| Task |
Copy, from the entries below, each line in which the string "paths" appears.
+++++
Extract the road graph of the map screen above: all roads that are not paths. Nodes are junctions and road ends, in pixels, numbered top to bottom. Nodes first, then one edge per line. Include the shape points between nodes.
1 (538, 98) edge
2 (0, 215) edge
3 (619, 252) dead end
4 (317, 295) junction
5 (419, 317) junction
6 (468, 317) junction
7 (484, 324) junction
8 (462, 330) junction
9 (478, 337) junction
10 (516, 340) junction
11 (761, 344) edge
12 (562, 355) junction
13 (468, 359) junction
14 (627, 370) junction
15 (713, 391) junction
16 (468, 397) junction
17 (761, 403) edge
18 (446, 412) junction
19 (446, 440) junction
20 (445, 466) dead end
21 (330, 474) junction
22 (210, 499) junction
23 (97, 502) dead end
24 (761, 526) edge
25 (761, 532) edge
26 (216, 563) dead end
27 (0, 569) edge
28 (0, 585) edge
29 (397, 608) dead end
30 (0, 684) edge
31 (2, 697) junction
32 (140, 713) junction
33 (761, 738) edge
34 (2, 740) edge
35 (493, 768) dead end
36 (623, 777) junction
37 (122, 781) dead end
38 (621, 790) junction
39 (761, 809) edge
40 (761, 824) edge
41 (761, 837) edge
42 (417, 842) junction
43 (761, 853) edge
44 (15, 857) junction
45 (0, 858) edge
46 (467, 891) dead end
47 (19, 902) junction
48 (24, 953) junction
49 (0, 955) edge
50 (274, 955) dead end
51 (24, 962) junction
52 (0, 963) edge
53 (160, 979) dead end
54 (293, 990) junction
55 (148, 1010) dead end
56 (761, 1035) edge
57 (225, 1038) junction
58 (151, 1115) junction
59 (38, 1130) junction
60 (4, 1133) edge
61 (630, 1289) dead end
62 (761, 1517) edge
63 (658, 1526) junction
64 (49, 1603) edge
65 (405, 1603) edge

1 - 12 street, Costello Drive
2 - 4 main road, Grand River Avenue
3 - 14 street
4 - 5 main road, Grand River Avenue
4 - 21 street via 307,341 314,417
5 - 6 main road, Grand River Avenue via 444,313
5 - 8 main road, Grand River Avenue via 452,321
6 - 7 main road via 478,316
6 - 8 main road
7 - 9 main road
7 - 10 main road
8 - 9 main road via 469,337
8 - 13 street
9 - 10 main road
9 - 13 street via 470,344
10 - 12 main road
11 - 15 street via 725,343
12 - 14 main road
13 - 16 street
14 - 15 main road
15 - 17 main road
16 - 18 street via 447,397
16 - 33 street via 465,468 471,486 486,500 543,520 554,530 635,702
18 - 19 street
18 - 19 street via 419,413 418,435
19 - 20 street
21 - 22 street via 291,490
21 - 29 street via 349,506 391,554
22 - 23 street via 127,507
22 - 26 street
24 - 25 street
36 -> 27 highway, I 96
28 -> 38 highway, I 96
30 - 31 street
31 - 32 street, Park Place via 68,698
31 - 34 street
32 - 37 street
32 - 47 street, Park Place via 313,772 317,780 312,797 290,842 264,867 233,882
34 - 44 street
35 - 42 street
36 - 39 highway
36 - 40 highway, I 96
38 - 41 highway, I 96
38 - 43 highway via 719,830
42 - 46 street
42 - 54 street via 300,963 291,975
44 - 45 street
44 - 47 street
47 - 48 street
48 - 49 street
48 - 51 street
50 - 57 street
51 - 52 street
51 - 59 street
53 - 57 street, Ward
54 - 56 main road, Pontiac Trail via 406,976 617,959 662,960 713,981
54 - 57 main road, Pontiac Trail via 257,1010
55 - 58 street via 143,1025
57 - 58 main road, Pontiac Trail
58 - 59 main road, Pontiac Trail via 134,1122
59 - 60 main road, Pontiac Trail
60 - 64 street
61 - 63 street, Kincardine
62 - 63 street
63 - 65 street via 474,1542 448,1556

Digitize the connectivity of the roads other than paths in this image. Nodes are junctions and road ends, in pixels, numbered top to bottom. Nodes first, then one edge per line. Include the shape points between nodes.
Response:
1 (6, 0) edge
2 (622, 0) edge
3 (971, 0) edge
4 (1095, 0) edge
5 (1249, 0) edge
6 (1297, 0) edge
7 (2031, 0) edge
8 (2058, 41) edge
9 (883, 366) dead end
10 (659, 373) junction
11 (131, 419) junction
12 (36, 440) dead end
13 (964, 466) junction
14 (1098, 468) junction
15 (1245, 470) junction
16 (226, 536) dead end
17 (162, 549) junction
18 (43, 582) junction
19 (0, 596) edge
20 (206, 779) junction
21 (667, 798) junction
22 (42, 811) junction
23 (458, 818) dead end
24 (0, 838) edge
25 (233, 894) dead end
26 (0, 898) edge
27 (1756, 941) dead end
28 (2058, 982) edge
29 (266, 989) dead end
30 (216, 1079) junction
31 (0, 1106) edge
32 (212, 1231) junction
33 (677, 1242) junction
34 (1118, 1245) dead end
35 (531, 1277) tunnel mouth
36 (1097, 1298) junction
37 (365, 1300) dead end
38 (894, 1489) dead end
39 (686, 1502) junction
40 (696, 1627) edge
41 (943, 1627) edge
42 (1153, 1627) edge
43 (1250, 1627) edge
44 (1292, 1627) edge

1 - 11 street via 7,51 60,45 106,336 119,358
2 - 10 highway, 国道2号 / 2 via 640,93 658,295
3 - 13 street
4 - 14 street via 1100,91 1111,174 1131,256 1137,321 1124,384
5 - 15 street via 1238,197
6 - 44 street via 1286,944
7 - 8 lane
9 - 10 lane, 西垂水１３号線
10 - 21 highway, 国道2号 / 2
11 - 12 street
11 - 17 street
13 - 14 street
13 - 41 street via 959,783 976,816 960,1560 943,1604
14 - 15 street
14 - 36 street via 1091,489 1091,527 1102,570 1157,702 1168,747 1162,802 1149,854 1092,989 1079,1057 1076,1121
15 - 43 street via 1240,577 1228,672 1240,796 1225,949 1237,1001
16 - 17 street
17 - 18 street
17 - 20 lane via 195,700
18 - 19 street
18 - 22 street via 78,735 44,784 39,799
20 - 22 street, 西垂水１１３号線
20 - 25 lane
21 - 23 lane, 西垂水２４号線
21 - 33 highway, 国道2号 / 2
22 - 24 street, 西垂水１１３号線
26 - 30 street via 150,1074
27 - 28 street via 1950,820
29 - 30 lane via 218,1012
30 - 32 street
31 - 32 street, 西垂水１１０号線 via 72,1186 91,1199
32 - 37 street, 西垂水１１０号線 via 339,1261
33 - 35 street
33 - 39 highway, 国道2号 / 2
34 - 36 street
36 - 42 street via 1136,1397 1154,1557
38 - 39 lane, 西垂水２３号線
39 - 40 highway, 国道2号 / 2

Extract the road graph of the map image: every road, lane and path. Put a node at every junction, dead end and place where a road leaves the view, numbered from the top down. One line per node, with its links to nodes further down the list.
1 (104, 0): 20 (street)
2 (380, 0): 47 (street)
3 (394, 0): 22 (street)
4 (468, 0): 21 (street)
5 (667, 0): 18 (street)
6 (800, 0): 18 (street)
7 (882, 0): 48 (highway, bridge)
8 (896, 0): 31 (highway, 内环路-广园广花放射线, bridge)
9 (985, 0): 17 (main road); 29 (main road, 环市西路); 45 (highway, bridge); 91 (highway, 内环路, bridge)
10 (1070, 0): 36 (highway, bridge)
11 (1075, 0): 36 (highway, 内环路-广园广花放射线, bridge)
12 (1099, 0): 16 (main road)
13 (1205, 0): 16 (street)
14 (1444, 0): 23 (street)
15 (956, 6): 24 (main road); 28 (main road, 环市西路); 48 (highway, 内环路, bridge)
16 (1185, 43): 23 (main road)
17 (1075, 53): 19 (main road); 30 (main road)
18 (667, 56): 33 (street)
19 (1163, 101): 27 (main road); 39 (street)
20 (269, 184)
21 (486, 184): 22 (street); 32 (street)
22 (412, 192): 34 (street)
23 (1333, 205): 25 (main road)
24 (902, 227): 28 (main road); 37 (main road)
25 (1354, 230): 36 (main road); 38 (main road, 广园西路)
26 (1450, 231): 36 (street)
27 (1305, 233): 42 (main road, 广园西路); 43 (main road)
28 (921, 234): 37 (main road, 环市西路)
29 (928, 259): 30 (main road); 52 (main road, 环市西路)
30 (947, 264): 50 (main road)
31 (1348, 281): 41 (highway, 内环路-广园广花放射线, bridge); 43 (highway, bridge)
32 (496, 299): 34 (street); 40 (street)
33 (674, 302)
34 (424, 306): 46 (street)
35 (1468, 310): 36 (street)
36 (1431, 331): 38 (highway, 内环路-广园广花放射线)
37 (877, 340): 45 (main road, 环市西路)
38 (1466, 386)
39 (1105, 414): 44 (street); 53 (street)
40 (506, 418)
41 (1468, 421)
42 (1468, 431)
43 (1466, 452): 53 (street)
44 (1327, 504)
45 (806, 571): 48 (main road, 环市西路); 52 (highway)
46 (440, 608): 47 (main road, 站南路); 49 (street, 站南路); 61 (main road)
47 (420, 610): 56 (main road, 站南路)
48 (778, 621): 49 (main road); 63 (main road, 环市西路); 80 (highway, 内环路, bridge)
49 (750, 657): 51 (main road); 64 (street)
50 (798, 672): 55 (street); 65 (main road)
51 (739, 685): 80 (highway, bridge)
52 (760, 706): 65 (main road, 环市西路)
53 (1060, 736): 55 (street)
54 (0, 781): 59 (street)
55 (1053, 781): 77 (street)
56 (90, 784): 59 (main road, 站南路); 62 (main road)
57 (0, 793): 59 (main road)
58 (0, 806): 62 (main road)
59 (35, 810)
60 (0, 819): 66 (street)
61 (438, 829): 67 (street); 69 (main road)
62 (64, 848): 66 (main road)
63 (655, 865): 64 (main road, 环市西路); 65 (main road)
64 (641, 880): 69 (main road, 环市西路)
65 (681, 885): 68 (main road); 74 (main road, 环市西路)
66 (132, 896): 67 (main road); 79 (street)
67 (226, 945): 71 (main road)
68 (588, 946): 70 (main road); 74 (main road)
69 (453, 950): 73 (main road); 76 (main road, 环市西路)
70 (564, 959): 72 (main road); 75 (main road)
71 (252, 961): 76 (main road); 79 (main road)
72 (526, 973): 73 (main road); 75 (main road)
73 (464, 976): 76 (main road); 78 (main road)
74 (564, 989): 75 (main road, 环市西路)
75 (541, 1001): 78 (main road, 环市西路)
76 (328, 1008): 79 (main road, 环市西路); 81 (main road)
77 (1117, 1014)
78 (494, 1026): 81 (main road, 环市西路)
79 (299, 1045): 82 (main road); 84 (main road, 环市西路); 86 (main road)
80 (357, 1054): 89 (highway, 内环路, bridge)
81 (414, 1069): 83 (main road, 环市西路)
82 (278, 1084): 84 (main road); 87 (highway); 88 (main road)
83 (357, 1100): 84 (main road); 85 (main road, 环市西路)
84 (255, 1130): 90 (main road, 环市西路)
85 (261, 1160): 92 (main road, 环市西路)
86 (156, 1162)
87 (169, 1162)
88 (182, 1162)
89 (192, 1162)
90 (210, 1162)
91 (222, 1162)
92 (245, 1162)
+++++
| Solution for this exercise |
Extract the road graph of the map screen above: all roads that are not paths. Nodes are junctions and road ends, in pixels, numbered top to bottom. Nodes first, then one edge per line. Include the shape points between nodes.
Digitize the connectivity of the roads other than paths in this image. Nodes are junctions and road ends, in pixels, numbered top to bottom. Nodes first, then one edge per line. Include the shape points between nodes.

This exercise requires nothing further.